BATON ROUGE -- Georgia quarterback Jake Fromm arrived at Death Valley completing passes at a record-setting pace.

After a 36-16 loss Saturday at LSU, the Bulldogs' quarterback will be looking for a way to get back to those accurate ways.

With a mix of blitzes and coverage alignments, the Tigers harried and hurried the sophomore quarterback into a season-worst 16 of 34 outing with two interceptions and more questions than answers heading into an off week.

"At the end of the day you still go through your progression," said Fromm, who also was sacked three times. "They did a good job of mixing stuff up and we really couldn't find a rhythm."

Georgia Coach Kirby Smart wouldn't put the poor performance of the passing game entirely on his second-year starter.

"All the struggles weren't his," Smart said. "He made some third-down throws that I thought were really good. There were a couple of times that he ends up getting a sack that he has to make a decision to get rid of the ball, but we don't run the right route on one of them."

Before Saturday, Fromm was on pace to set a Georgia single-season record for completion percentage -- and threaten the SEC record -- at 72.8 percent. Georgia (6-1, 4-1 SEC) was averaging 485.2 yards per game, including 240 yards through the air.

The Bulldogs hadn't scored fewer than 38 points and, at 42.8 points per game, were well above the school record of 37.8 set in 2012.

LSU (6-1, 3-1), however, used a defensive game plan that kept Fromm and the Georgia offense guessing and off-kilter throughout. For the first time this season, Georgia went scoreless in the opening quarter and trailed by at least 13 points.

"We mixed some of the personnel groupings that we use and some that they didn't see," LSU Coach Ed Orgeron said.

Those mixed defensive alignments and pressures led to more third-and-longs than Smart and Georgia would have liked. This, according to Smart and Fromm, was the real issue, not the quarterback's form.

"They did a good job of bringing some blitzes and some coverage's and I just couldn't get the ball out of my hand," Fromm said.

Georgia has an off week to get healthy and prepared for Florida, which along with Kentucky and the Bulldogs, sits atop the SEC East.
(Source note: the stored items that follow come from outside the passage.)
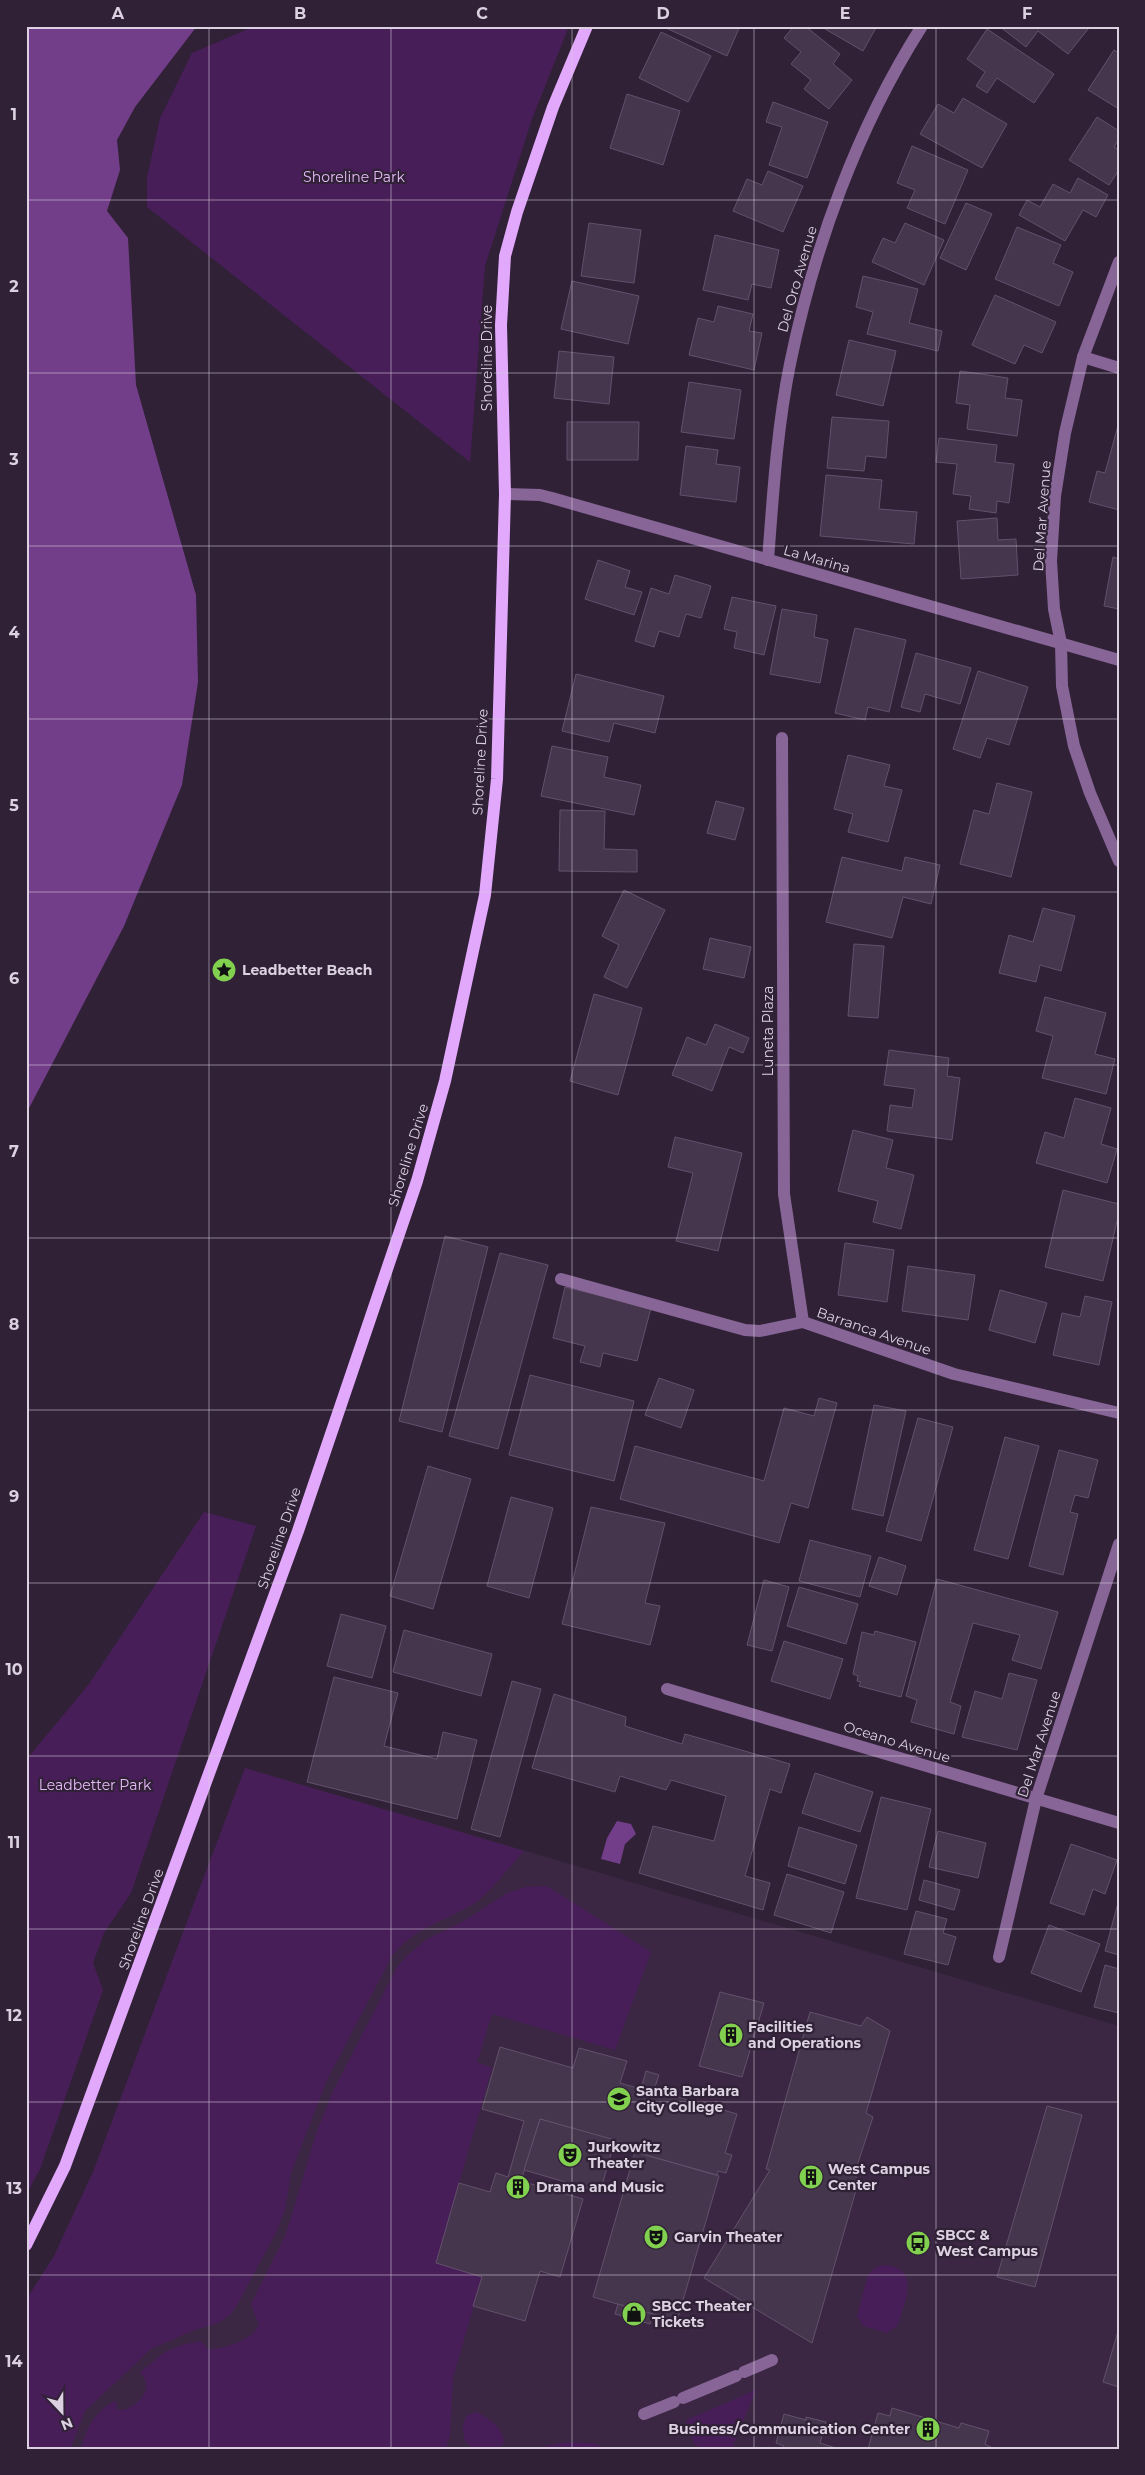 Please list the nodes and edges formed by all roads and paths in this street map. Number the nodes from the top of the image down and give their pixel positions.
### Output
1 (586, 26) edge
2 (922, 26) edge
3 (1119, 262) edge
4 (1083, 357) junction
5 (1119, 368) edge
6 (505, 494) junction
7 (768, 560) junction
8 (1061, 643) junction
9 (1119, 660) edge
10 (782, 738) dead end
11 (1119, 861) edge
12 (561, 1279) dead end
13 (802, 1322) junction
14 (1119, 1412) edge
15 (1119, 1544) edge
16 (667, 1689) dead end
17 (1036, 1799) junction
18 (1119, 1823) edge
19 (999, 1957) dead end
20 (26, 2244) edge
21 (772, 2360) dead end
22 (644, 2414) dead end

1 - 6 main road, Shoreline Drive
2 - 7 street, Del Oro Avenue
3 - 4 street, Del Mar Avenue
4 - 5 street
4 - 8 street, Del Mar Avenue
6 - 7 street, La Marina
6 - 20 main road, Shoreline Drive
7 - 8 street, La Marina
8 - 9 street, La Marina
8 - 11 street, Del Mar Avenue
10 - 13 street, Luneta Plaza
12 - 13 street, Barranca Avenue
13 - 14 street, Barranca Avenue
15 - 17 street, Del Mar Avenue
16 - 17 street, Oceano Avenue
17 - 18 street, Oceano Avenue
17 - 19 street, Del Mar Avenue
21 - 22 street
The message Smart will deliver to his players this week is that there's still a lot to play for with five games left in the season.

The Bulldogs took a similar beating in their lone regular-season loss to Auburn last year and still went on to win the SEC.

"We still have a good football team," Smart said. "We still have an opportunity to do everything we want to do. Every opportunity we had before this game is still in front of us, the margin of error is just smaller. We've got to get better."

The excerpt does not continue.